__MATERIAL FOR THE TASK__:

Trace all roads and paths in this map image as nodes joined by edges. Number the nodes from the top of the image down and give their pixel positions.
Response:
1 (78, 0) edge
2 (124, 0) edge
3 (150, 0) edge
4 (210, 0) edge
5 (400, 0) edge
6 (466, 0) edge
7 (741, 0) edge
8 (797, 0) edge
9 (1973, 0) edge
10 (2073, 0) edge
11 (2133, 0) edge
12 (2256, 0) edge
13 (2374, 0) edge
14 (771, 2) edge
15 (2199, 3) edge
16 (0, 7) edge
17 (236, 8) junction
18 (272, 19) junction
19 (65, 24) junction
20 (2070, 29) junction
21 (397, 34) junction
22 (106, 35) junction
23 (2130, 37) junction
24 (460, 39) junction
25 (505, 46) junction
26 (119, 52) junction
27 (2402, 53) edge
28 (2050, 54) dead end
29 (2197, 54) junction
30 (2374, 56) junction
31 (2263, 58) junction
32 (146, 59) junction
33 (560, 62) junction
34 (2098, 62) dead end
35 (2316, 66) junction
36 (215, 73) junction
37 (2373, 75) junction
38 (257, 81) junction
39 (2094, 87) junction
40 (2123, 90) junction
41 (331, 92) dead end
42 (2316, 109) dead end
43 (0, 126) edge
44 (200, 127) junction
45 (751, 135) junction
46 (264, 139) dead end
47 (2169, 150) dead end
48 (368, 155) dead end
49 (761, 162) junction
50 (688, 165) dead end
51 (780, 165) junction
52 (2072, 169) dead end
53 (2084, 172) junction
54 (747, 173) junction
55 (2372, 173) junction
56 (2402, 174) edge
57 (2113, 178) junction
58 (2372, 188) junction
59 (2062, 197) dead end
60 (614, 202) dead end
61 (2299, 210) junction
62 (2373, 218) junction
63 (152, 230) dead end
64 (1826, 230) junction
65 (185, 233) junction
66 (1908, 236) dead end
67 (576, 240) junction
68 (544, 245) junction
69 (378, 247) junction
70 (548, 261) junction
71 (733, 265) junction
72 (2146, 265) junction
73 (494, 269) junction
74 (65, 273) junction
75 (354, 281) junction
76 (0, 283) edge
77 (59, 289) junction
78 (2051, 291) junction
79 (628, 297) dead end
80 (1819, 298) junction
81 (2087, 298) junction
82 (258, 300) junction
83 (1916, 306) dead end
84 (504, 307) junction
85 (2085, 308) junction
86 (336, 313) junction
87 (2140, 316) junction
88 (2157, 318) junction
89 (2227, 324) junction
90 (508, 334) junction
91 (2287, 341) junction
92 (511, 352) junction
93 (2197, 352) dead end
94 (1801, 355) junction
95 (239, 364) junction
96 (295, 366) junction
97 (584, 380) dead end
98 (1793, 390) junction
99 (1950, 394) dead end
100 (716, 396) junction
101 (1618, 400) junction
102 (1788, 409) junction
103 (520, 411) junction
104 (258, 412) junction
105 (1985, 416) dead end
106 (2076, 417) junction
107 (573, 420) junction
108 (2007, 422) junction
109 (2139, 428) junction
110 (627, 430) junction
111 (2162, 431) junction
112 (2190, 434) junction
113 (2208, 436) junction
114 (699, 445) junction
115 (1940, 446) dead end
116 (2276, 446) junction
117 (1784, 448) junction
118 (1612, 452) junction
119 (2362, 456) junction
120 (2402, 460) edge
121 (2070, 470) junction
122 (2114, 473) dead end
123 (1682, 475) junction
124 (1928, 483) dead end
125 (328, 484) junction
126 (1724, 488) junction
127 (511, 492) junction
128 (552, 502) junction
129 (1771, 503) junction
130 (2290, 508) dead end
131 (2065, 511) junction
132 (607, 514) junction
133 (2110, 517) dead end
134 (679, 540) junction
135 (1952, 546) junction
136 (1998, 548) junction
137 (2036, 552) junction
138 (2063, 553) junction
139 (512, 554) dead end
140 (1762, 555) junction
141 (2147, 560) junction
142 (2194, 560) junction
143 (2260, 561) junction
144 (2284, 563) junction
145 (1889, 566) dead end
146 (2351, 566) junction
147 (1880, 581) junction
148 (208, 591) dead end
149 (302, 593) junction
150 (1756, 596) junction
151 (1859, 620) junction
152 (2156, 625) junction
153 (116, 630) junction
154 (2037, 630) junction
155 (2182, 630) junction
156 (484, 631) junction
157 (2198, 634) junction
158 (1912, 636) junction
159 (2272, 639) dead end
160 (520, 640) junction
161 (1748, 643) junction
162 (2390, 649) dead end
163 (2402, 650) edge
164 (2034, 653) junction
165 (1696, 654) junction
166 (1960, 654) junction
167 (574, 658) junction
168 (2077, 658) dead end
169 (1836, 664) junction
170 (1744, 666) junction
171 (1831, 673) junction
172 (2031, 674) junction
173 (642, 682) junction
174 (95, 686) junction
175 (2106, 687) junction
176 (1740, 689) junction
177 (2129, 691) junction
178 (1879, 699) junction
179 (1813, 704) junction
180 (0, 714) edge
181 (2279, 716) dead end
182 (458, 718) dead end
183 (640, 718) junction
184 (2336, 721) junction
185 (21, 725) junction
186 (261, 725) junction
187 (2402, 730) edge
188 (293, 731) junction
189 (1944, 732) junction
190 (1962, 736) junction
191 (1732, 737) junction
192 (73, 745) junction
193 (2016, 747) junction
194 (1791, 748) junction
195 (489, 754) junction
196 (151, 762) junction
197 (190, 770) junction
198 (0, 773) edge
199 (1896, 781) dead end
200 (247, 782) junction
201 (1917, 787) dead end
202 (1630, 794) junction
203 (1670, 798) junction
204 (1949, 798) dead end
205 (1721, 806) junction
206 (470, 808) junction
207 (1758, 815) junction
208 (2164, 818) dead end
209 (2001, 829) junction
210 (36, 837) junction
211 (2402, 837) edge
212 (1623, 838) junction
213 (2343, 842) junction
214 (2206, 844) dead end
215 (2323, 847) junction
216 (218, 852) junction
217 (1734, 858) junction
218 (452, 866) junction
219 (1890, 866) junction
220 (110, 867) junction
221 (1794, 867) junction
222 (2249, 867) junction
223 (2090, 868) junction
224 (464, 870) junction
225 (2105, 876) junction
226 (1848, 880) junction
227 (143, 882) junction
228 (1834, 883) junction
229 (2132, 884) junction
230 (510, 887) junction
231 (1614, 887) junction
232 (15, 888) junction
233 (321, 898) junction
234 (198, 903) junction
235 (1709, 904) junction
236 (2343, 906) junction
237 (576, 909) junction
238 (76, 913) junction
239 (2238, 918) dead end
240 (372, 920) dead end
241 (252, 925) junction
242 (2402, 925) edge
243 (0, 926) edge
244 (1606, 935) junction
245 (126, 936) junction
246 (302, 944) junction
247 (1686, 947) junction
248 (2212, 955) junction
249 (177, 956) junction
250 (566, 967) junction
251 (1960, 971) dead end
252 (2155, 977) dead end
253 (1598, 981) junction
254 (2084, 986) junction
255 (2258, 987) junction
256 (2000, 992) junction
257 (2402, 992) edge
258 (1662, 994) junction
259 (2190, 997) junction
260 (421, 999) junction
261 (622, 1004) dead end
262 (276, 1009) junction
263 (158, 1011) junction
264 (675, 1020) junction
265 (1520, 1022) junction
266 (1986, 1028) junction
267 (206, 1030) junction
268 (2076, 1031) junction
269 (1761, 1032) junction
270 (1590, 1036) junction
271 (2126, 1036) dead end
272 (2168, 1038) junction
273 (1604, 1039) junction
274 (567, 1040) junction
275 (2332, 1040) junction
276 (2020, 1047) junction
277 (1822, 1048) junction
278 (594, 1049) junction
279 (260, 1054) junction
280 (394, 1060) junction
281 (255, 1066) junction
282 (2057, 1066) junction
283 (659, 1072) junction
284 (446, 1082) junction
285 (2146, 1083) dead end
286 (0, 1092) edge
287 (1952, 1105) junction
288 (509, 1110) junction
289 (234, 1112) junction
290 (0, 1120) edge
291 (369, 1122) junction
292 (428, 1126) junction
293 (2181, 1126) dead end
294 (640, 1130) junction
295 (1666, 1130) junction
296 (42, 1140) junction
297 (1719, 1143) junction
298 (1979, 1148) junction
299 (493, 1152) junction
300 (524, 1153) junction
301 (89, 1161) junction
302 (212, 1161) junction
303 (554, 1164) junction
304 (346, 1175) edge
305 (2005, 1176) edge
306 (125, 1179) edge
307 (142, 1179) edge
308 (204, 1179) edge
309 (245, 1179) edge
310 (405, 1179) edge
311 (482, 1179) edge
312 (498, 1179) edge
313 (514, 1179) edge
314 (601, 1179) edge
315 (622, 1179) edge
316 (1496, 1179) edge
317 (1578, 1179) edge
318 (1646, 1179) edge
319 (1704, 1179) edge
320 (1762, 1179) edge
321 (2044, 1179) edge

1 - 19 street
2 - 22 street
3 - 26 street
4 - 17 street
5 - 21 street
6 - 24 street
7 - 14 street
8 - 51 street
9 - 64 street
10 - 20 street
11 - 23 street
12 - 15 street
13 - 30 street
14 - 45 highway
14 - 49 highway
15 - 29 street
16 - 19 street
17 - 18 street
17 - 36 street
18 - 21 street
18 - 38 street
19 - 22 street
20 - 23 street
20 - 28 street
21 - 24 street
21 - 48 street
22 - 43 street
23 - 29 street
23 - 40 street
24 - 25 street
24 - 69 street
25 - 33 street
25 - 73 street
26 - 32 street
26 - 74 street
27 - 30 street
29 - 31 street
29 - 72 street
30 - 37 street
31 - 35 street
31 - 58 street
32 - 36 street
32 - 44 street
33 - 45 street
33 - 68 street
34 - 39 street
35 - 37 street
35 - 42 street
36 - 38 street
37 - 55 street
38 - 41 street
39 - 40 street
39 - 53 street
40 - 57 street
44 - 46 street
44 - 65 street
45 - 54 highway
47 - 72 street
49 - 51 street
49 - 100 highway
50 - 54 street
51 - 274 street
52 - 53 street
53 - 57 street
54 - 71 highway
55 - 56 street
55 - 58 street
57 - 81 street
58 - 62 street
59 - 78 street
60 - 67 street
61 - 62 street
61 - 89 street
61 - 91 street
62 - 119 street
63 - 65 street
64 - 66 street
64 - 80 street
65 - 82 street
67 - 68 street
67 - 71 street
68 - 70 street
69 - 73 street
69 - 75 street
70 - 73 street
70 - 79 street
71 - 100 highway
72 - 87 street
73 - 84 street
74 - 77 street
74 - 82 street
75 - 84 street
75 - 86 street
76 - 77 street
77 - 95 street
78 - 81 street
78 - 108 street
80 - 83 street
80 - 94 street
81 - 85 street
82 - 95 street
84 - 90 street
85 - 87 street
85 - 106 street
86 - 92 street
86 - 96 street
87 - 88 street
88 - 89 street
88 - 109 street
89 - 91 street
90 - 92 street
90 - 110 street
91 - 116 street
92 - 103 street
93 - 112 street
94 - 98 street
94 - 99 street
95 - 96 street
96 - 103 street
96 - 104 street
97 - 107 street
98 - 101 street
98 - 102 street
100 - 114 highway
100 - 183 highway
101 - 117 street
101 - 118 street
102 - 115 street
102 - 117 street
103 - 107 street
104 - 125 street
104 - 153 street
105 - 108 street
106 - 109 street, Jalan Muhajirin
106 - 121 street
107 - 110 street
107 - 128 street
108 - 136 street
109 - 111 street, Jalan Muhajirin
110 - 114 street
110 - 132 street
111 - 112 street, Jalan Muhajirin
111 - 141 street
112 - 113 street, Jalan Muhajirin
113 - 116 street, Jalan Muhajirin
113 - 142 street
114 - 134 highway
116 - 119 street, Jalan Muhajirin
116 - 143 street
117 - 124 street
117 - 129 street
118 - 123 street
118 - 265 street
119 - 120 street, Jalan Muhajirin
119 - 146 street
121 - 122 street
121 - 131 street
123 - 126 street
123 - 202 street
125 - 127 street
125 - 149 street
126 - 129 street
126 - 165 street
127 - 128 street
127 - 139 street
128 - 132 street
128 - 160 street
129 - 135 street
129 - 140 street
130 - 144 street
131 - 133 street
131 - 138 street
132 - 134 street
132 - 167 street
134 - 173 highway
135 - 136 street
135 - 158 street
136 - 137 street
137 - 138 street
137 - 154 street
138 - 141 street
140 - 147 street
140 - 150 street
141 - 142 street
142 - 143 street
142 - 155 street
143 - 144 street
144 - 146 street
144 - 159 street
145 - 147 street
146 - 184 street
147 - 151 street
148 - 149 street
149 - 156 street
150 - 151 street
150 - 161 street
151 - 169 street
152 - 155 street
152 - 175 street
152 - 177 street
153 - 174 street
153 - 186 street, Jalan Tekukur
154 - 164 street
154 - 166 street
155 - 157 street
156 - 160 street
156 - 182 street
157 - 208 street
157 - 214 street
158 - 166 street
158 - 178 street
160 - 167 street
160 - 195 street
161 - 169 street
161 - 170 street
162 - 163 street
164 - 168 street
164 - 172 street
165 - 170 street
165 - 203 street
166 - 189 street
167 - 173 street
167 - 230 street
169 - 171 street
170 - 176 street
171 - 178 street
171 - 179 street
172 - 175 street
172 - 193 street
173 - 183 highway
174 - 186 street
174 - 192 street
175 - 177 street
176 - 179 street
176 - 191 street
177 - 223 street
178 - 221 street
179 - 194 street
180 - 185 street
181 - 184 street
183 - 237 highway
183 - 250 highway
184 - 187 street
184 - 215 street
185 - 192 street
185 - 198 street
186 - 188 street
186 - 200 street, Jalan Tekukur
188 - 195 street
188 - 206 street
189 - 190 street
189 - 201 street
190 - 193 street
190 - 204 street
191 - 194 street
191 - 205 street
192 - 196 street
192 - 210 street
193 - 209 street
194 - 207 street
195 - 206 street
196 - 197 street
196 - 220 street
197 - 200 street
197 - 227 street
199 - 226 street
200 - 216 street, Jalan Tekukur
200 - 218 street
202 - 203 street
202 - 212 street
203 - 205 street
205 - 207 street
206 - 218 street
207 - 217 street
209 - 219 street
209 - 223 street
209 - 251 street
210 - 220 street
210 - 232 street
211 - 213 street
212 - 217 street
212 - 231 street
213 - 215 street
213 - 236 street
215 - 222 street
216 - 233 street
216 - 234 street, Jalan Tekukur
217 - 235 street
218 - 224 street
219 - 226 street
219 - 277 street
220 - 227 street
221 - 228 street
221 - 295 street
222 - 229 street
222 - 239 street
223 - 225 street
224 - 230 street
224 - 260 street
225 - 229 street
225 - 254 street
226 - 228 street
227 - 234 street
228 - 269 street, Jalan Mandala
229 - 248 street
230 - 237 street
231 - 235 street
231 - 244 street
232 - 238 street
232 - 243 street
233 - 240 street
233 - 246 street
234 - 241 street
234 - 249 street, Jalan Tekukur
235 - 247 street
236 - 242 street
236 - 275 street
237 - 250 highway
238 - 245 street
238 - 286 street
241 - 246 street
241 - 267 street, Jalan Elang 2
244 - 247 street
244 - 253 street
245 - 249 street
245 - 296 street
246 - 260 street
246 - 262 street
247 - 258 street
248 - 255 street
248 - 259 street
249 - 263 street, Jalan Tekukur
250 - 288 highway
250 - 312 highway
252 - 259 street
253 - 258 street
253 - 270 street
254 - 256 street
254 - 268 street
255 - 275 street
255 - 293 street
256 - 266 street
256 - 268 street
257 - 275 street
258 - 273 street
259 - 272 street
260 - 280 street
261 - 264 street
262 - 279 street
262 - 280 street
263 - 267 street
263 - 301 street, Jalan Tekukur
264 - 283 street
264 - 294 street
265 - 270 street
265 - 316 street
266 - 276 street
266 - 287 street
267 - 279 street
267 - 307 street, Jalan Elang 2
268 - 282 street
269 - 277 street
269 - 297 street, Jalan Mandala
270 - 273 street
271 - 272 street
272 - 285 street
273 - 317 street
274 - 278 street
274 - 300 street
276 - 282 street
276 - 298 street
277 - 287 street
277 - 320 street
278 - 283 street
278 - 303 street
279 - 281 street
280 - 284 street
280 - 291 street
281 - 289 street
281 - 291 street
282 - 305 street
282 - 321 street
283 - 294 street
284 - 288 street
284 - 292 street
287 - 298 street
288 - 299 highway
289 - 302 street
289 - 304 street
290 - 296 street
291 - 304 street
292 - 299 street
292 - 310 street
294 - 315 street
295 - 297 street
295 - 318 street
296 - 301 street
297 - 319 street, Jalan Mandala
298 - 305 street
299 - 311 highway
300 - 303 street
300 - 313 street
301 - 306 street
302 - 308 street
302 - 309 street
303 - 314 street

__INSTRUCTIONS FOR THE TASK__: Copy every line of the listing where the word "Mandala" appears.

__EXERCISE RESULT__:
228 - 269 street, Jalan Mandala
269 - 297 street, Jalan Mandala
297 - 319 street, Jalan Mandala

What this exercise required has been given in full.